International Atomic Energy Agency (IAEA) experts present at Ukraine’s Zaporizhzhya Nuclear Power Plant (ZNPP) have received information that the announced evacuation of residents from the nearby town of Enerhodar – where most plant staff live – has started and they are closely monitoring the situation for any potential impact on nuclear safety and security, Director General Rafael Mariano Grossi said on Saturday.
While operating staff remain at the site, Director General Grossi expressed deep concern about the increasingly tense, stressful, and challenging conditions for personnel – and their families – at Europe’s largest nuclear power plant, located by the frontline in a southern Ukrainian region that has seen a recent increase in military presence and activity.
The IAEA experts at the site are continuing to hear shelling on a regular basis, including late on Friday.
“The general situation in the area near the Zaporizhzhya Nuclear Power Plant is becoming increasingly unpredictable and potentially dangerous. I’m extremely concerned about the very real nuclear safety and security risks facing the plant. We must act now to prevent the threat of a severe nuclear accident and its associated consequences for the population and the environment. This major nuclear facility must be protected. I will continue to press for a commitment by all sides to achieve this vital objective, and the IAEA will continue to do everything it can to help ensure nuclear safety and security at the plant,” the IAEA Director General said.
The IAEA experts at the ZNPP site were not able to visit Enerhodar in recent days. But they have received information about the situation regarding the evacuation in the town. It is part of a wider temporary evacuation in the region reportedly announced on Friday.

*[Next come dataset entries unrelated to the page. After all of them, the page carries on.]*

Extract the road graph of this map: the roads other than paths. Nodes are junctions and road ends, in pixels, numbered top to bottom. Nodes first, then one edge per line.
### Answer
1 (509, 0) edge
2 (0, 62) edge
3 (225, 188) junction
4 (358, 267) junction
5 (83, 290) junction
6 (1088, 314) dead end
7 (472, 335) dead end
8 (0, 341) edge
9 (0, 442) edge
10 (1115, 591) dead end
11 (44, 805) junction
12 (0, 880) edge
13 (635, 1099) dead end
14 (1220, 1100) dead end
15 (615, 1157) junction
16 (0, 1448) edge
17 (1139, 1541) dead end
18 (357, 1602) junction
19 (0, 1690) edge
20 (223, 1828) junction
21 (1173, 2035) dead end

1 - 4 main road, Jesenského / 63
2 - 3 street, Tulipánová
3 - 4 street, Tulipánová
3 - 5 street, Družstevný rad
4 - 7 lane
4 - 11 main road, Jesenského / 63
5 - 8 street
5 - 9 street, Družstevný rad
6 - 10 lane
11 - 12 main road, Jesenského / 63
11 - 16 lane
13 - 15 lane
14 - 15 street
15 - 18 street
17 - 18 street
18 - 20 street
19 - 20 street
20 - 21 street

ZNPP Site Director Yuri Chernichuk has publicly stated that operating staff are not being evacuated and that they are doing everything necessary to ensure nuclear safety and security at the plant, whose six reactors are all in shutdown mode. He also said that plant equipment is maintained in accordance with all necessary nuclear safety and security regulations.
Since the beginning of the conflict almost 15 months ago, the number of staff at the ZNPP has gradually declined but site management has stated that it has remained sufficient for the safe operation of the plant.